Embora a economia de Gaza tenha sido quase completamente destruída, o PIB na Cisjordânia caiu mais de 20% durante o ano passado e a taxa de emprego ronda agora os 35%. E poderia ser pior ainda. Provavelmente foi apenas a pressão da administração Biden que impediu o ministro das Finanças de extrema direita, Bezalel Smotrich, de reter permanentemente todos os impostos aduaneiros que Israel cobra em nome da Autoridade Palestiniana. Sem essas receitas e a Unrwa, a Cisjordânia seria praticamente um deserto económico.

Entretanto, a onda de violência dos colonos contra os palestinianos aumentou exponencialmente no ano passado. Muitos foram mortos ou feridos por colonos militantes durante a colheita dos olivais, que são frequentemente incendiados. Nas primeiras horas desta segunda-feira desta semana, um bando de colonos militantes mascarados infiltrou-se até Al-Bireh, um subúrbio de Ramallah, lançou coquetéis molotov contra carros e edifícios e disparou contra bombeiros que tentavam chegar ao local.

Uma das poucas medidas punitivas que a administração Biden tomou nos últimos meses foi impor sanções a alguns dos líderes militantes dos colonos. É discutível o efeito que essas medidas tiveram no terreno, mas, de qualquer forma, foram criticadas pelos republicanos como anti-israelenses. É uma aposta razoável que uma administração Trump os abandonaria.

“As pessoas já estão indo embora. Eles estão sendo forçados a partir”, disse Sheikha. “Agora vai acontecer em maior escala, será mais difícil para nós, com a situação económica, e as pessoas estão a ser atacadas nas suas terras enquanto colhem azeitonas.”

Ela disse que entendia aqueles que optaram por fugir, mas jurou que não estaria entre eles. “Façam o que fizerem, não me forçarão a sair do meu país.”

As aspirações palestinianas à plena nacionalidade, já em declínio, sofreram outro revés devastador com a reeleição de Trump, um facto celebrado pelos colonos israelitas.
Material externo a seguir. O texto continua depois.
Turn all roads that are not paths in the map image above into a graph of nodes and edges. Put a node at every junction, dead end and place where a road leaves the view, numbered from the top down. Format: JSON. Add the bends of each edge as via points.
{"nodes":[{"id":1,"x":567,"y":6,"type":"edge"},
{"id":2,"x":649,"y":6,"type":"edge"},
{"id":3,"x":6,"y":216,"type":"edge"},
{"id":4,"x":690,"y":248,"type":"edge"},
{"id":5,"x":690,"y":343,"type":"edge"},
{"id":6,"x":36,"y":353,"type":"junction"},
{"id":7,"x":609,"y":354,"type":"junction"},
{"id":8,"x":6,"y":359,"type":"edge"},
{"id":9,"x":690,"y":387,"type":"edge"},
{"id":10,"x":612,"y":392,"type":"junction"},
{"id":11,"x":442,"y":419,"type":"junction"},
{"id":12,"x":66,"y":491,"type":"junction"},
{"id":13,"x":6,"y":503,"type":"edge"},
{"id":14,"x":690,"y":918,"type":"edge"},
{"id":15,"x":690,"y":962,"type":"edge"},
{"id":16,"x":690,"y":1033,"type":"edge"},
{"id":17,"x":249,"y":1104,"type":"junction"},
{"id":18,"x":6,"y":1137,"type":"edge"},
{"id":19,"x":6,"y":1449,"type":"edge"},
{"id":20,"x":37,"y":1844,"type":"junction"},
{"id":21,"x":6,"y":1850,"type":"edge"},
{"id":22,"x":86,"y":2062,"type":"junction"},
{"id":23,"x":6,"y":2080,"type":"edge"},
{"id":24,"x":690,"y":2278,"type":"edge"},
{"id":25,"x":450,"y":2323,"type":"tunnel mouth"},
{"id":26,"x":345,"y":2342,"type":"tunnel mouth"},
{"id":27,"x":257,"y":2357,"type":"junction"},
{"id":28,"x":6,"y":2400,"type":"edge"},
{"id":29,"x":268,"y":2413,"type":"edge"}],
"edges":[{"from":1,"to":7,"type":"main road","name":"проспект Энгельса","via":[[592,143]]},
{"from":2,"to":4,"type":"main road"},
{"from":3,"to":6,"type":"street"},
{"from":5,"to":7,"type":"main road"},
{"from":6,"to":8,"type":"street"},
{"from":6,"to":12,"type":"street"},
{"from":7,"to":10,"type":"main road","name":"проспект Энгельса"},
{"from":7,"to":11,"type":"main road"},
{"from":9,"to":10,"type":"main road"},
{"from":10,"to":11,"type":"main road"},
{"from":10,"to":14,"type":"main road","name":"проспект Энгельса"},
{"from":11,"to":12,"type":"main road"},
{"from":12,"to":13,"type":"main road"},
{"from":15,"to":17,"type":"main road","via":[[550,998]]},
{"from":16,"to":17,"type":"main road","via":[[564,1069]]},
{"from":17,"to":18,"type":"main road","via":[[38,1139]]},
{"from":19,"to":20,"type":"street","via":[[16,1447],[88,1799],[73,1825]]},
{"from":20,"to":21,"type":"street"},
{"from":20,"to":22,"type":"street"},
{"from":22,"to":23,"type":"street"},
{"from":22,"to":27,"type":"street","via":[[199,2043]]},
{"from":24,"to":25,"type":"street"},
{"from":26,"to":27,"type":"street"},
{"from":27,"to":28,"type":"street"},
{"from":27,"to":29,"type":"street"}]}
“A ameaça de um Estado palestiniano está fora de questão”, declarou Israel Ganz, chefe do Conselho Yesha, a organização guarda-chuva dos colonos, na quarta-feira, numa declaração saudando o resultado dos EUA. “Este é um momento histórico e uma oportunidade para o movimento de colonização… Agora, com a eleição do Presidente Trump, é hora de mudar a realidade na Judeia e Samaria [the West Bank] também, para garantir que será para sempre parte de Israel e para garantir a segurança do Estado judeu.”
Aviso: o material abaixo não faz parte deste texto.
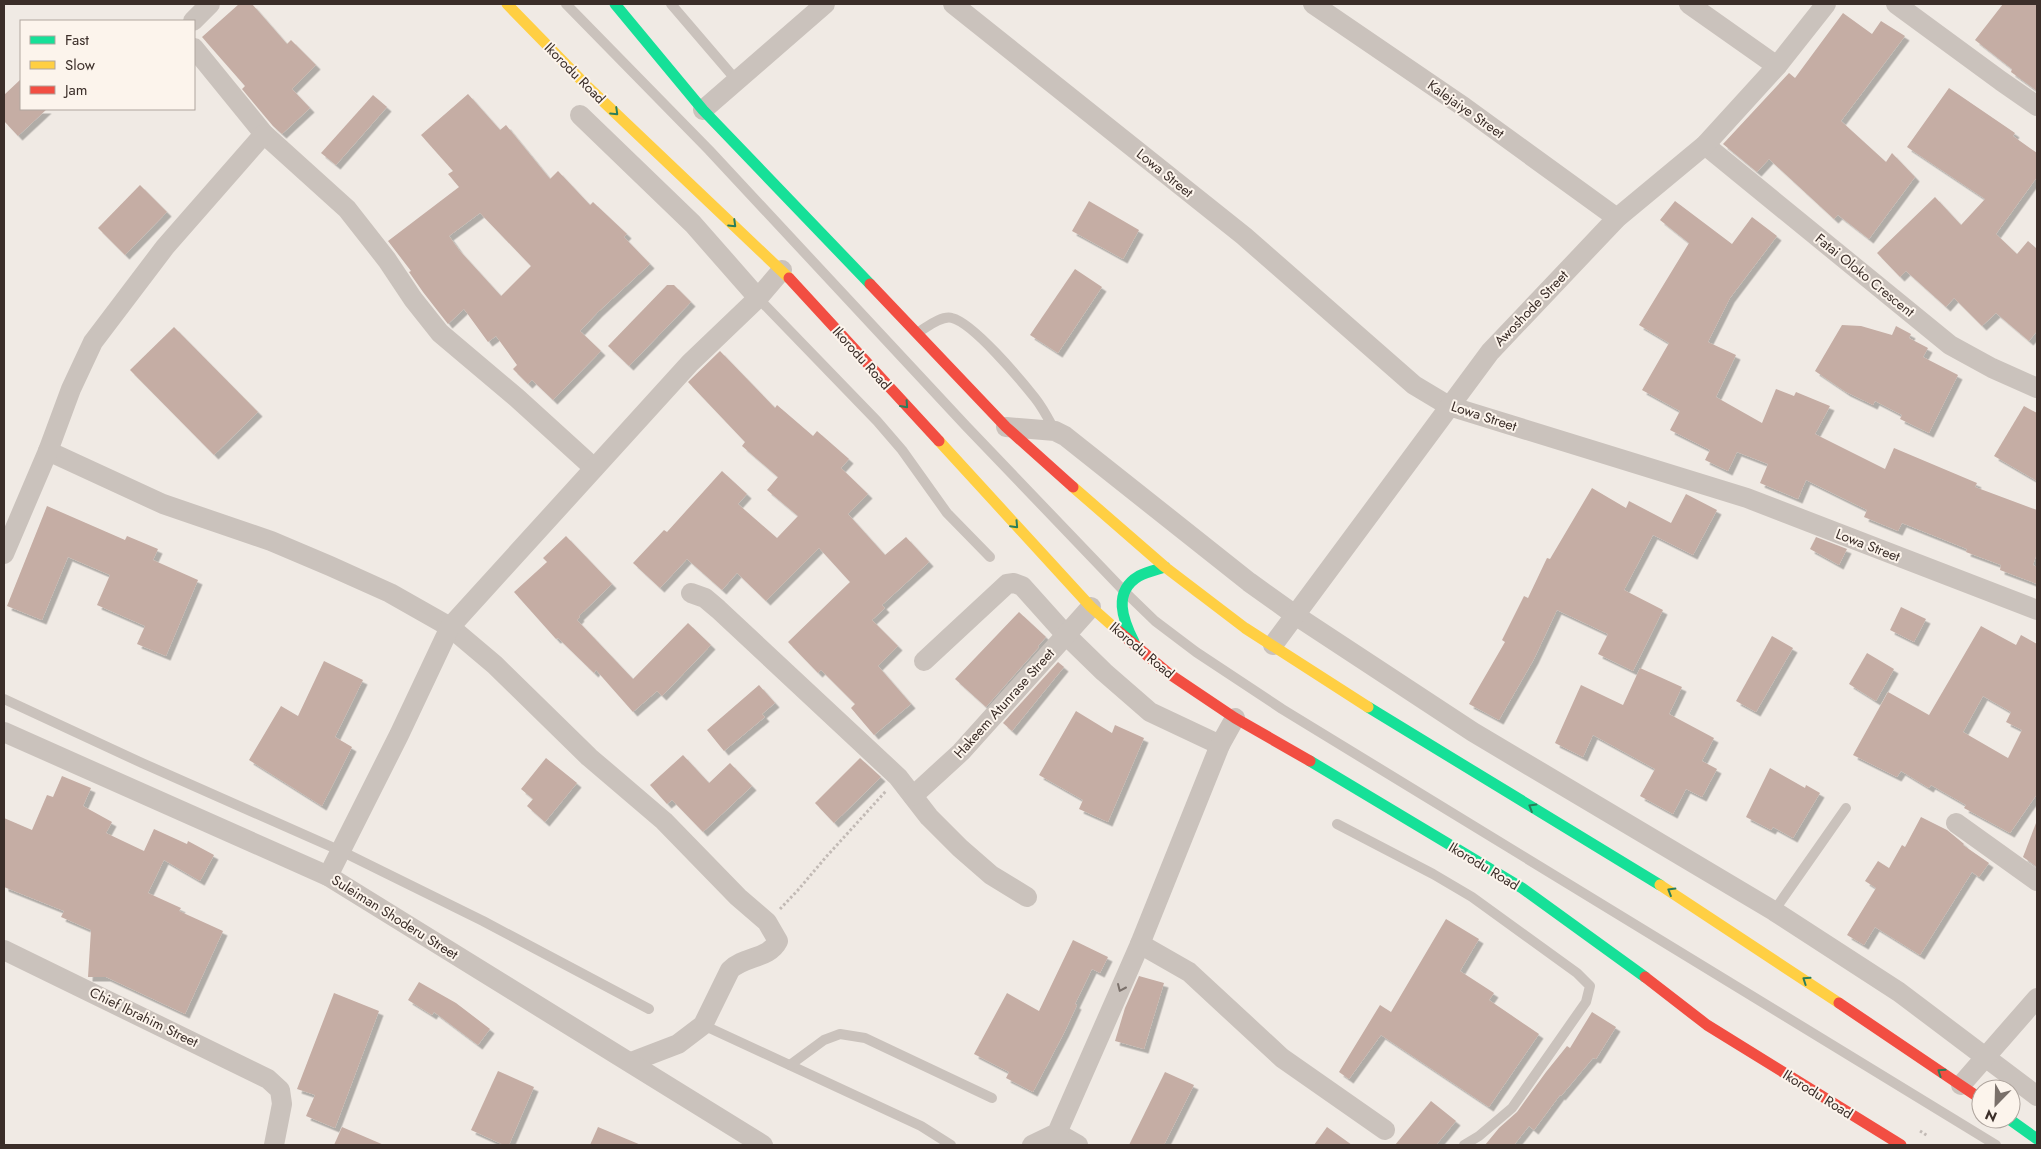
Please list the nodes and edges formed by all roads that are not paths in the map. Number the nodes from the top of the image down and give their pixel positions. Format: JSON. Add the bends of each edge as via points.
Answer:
{"nodes":[{"id":1,"x":210,"y":4,"type":"edge"},
{"id":2,"x":506,"y":4,"type":"edge"},
{"id":3,"x":566,"y":4,"type":"edge"},
{"id":4,"x":615,"y":4,"type":"edge"},
{"id":5,"x":671,"y":4,"type":"edge"},
{"id":6,"x":825,"y":4,"type":"edge"},
{"id":7,"x":953,"y":4,"type":"edge"},
{"id":8,"x":1313,"y":4,"type":"edge"},
{"id":9,"x":1689,"y":4,"type":"edge"},
{"id":10,"x":1826,"y":4,"type":"edge"},
{"id":11,"x":1896,"y":4,"type":"edge"},
{"id":12,"x":194,"y":20,"type":"edge"},
{"id":13,"x":195,"y":49,"type":"edge"},
{"id":14,"x":1777,"y":66,"type":"junction"},
{"id":15,"x":737,"y":80,"type":"junction"},
{"id":16,"x":2037,"y":106,"type":"edge"},
{"id":17,"x":703,"y":110,"type":"junction"},
{"id":18,"x":580,"y":115,"type":"dead end"},
{"id":19,"x":264,"y":134,"type":"junction"},
{"id":20,"x":1705,"y":145,"type":"junction"},
{"id":21,"x":1617,"y":218,"type":"junction"},
{"id":22,"x":782,"y":270,"type":"junction"},
{"id":23,"x":758,"y":298,"type":"junction"},
{"id":24,"x":917,"y":333,"type":"junction"},
{"id":25,"x":2037,"y":388,"type":"edge"},
{"id":26,"x":1449,"y":406,"type":"junction"},
{"id":27,"x":1006,"y":427,"type":"junction"},
{"id":28,"x":1055,"y":431,"type":"junction"},
{"id":29,"x":48,"y":451,"type":"junction"},
{"id":30,"x":594,"y":468,"type":"junction"},
{"id":31,"x":4,"y":554,"type":"edge"},
{"id":32,"x":990,"y":557,"type":"dead end"},
{"id":33,"x":1165,"y":568,"type":"junction"},
{"id":34,"x":1124,"y":591,"type":"junction"},
{"id":35,"x":691,"y":593,"type":"dead end"},
{"id":36,"x":1091,"y":607,"type":"junction"},
{"id":37,"x":2037,"y":610,"type":"edge"},
{"id":38,"x":1295,"y":615,"type":"junction"},
{"id":39,"x":450,"y":627,"type":"junction"},
{"id":40,"x":1066,"y":635,"type":"junction"},
{"id":41,"x":1135,"y":645,"type":"junction"},
{"id":42,"x":1273,"y":646,"type":"junction"},
{"id":43,"x":924,"y":661,"type":"dead end"},
{"id":44,"x":4,"y":699,"type":"edge"},
{"id":45,"x":1235,"y":718,"type":"junction"},
{"id":46,"x":4,"y":732,"type":"edge"},
{"id":47,"x":1220,"y":746,"type":"junction"},
{"id":48,"x":913,"y":796,"type":"junction"},
{"id":49,"x":1846,"y":808,"type":"dead end"},
{"id":50,"x":1956,"y":823,"type":"dead end"},
{"id":51,"x":1337,"y":824,"type":"dead end"},
{"id":52,"x":341,"y":851,"type":"junction"},
{"id":53,"x":328,"y":876,"type":"junction"},
{"id":54,"x":2037,"y":881,"type":"edge"},
{"id":55,"x":1027,"y":897,"type":"dead end"},
{"id":56,"x":1774,"y":911,"type":"junction"},
{"id":57,"x":1140,"y":944,"type":"junction"},
{"id":58,"x":4,"y":950,"type":"edge"},
{"id":59,"x":2037,"y":998,"type":"edge"},
{"id":60,"x":649,"y":1010,"type":"dead end"},
{"id":61,"x":703,"y":1025,"type":"junction"},
{"id":62,"x":1986,"y":1058,"type":"junction"},
{"id":63,"x":631,"y":1062,"type":"junction"},
{"id":64,"x":790,"y":1065,"type":"junction"},
{"id":65,"x":1962,"y":1086,"type":"junction"},
{"id":66,"x":1971,"y":1092,"type":"edge"},
{"id":67,"x":2037,"y":1096,"type":"edge"},
{"id":68,"x":992,"y":1098,"type":"dead end"},
{"id":69,"x":2021,"y":1127,"type":"edge"},
{"id":70,"x":1385,"y":1130,"type":"dead end"},
{"id":71,"x":1057,"y":1133,"type":"junction"},
{"id":72,"x":2036,"y":1137,"type":"edge"},
{"id":73,"x":274,"y":1145,"type":"edge"},
{"id":74,"x":763,"y":1145,"type":"edge"},
{"id":75,"x":951,"y":1145,"type":"edge"},
{"id":76,"x":1032,"y":1145,"type":"edge"},
{"id":77,"x":1078,"y":1145,"type":"edge"},
{"id":78,"x":1464,"y":1145,"type":"edge"},
{"id":79,"x":1901,"y":1145,"type":"edge"},
{"id":80,"x":1996,"y":1145,"type":"edge"}],
"edges":[{"from":1,"to":12,"type":"street"},
{"from":2,"to":22,"type":"highway","name":"Ikorodu Road","one_way":true,"via":[[589,88]]},
{"from":3,"to":34,"type":"lane","via":[[709,150]]},
{"from":4,"to":17,"type":"highway"},
{"from":5,"to":15,"type":"lane"},
{"from":6,"to":15,"type":"street"},
{"from":7,"to":26,"type":"street","name":"Lowa Street","via":[[1244,236],[1414,386]]},
{"from":8,"to":21,"type":"street","name":"Kalejaiye Street","via":[[1464,107]]},
{"from":9,"to":14,"type":"street"},
{"from":10,"to":14,"type":"street","name":"Awoshode Street"},
{"from":11,"to":16,"type":"street"},
{"from":13,"to":19,"type":"street"},
{"from":14,"to":20,"type":"street","name":"Awoshode Street"},
{"from":15,"to":17,"type":"street"},
{"from":17,"to":24,"type":"highway"},
{"from":18,"to":23,"type":"street","via":[[693,224]]},
{"from":19,"to":29,"type":"street","via":[[165,247],[93,342],[71,388]]},
{"from":19,"to":30,"type":"street","via":[[347,209],[440,333]]},
{"from":20,"to":21,"type":"street","name":"Awoshode Street"},
{"from":20,"to":25,"type":"street","name":"Fatai Oloko Crescent","via":[[1950,345]]},
{"from":21,"to":26,"type":"street","name":"Awoshode Street","via":[[1490,352]]},
{"from":22,"to":23,"type":"street"},
{"from":22,"to":36,"type":"highway","name":"Ikorodu Road","one_way":true},
{"from":23,"to":30,"type":"street","via":[[690,363]]},
{"from":23,"to":32,"type":"lane","via":[[877,421],[947,513]]},
{"from":24,"to":27,"type":"highway"},
{"from":24,"to":28,"type":"lane","via":[[945,318],[960,321],[1003,361],[1029,391]]},
{"from":26,"to":37,"type":"street","name":"Lowa Street","via":[[1747,498]]},
{"from":26,"to":38,"type":"street","name":"Awoshode Street"},
{"from":27,"to":28,"type":"street"},
{"from":27,"to":33,"type":"highway"},
{"from":28,"to":38,"type":"street"},
{"from":29,"to":31,"type":"street"},
{"from":29,"to":39,"type":"street","via":[[163,504],[272,541],[330,566],[390,593]]},
{"from":30,"to":39,"type":"street"},
{"from":33,"to":34,"type":"highway","via":[[1138,576]]},
{"from":33,"to":42,"type":"highway"},
{"from":34,"to":41,"type":"highway","via":[[1121,605]]},
{"from":34,"to":80,"type":"lane","via":[[1155,621],[1196,652],[1282,709]]},
{"from":35,"to":48,"type":"street","via":[[705,598],[718,609],[898,777]]},
{"from":36,"to":40,"type":"street","name":"Hakeem Atunrase Street"},
{"from":36,"to":41,"type":"highway","name":"Ikorodu Road"},
{"from":38,"to":42,"type":"street","name":"Awoshode Street"},
{"from":38,"to":56,"type":"street","via":[[1473,732]]},
{"from":39,"to":52,"type":"street"},
{"from":39,"to":61,"type":"street","via":[[495,665],[589,757],[664,821],[767,922],[778,941],[775,947],[736,963]]},
{"from":40,"to":43,"type":"street","via":[[1022,586],[1007,584]]},
{"from":40,"to":47,"type":"street","via":[[1150,712]]},
{"from":40,"to":48,"type":"street","name":"Hakeem Atunrase Street","via":[[961,752]]},
{"from":41,"to":45,"type":"highway","name":"Ikorodu Road","via":[[1168,673]]},
{"from":65,"to":42,"type":"highway","one_way":true,"via":[[1690,903],[1349,696]]},
{"from":44,"to":52,"type":"lane"},
{"from":45,"to":47,"type":"street"},
{"from":45,"to":79,"type":"highway","name":"Ikorodu Road","via":[[1522,888],[1707,1025]]},
{"from":46,"to":53,"type":"street","name":"Suleiman Shoderu Street"},
{"from":47,"to":57,"type":"street"},
{"from":48,"to":55,"type":"street","via":[[929,817],[991,875]]},
{"from":49,"to":56,"type":"lane"},
{"from":50,"to":54,"type":"street"},
{"from":51,"to":78,"type":"lane","via":[[1472,898],[1577,973],[1590,986],[1586,1002],[1512,1108]]},
{"from":52,"to":53,"type":"street"},
{"from":52,"to":60,"type":"lane","via":[[483,921]]},
{"from":53,"to":63,"type":"street","name":"Suleiman Shoderu Street"},
{"from":56,"to":62,"type":"street","via":[[1899,992]]},
{"from":57,"to":70,"type":"street","via":[[1190,972],[1282,1058]]},
{"from":57,"to":71,"type":"street","one_way":true},
{"from":58,"to":73,"type":"street","name":"Chief Ibrahim Street","via":[[268,1079],[280,1090],[282,1104]]},
{"from":59,"to":62,"type":"street"},
{"from":61,"to":63,"type":"street","via":[[678,1044]]},
{"from":61,"to":64,"type":"lane"},
{"from":62,"to":65,"type":"street"},
{"from":62,"to":67,"type":"street"},
{"from":63,"to":74,"type":"street","name":"Suleiman Shoderu Street"},
{"from":64,"to":68,"type":"lane","via":[[824,1040],[840,1034],[865,1038]]},
{"from":64,"to":75,"type":"lane","via":[[921,1126]]},
{"from":65,"to":66,"type":"highway"},
{"from":69,"to":72,"type":"highway"},
{"from":71,"to":76,"type":"street"},
{"from":71,"to":77,"type":"street"}]}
Trump ainda não escolheu a sua equipa, mas é justo dizer que o seu genro, Jared Kushner, e o seu antigo advogado especializado em falências que se tornou embaixador em Israel, David Friedman, provavelmente terão a atenção do presidente eleito. Ambos são firmes apoiantes dos colonatos e Friedman produziu um livro que defende a anexação total da Cisjordânia.

A anexação já está acontecendo furtivamente. Smotrich iniciou um processo de transferência de partes da Cisjordânia do controlo militar para o controlo civil, um movimento no sentido da absorção por Israel.

Barghouti e o seu amigo bibliotecário concordaram que, ao permitir um extremismo mais evidente para a direita israelita, uma Casa Branca de Trump teria a virtude de remover o véu das realidades brutais do Médio Oriente e talvez galvanizaria uma resposta.

O bibliotecário destacou o surgimento do Hezbollah em resposta à invasão israelense do Líbano em 1982. A milícia xiita tornou-se uma força formidável, contribuindo para a retirada total de Israel do Líbano em 2000 e 2006. Ele disse: “Esperamos a mesma coisa. aqui – resistência real.”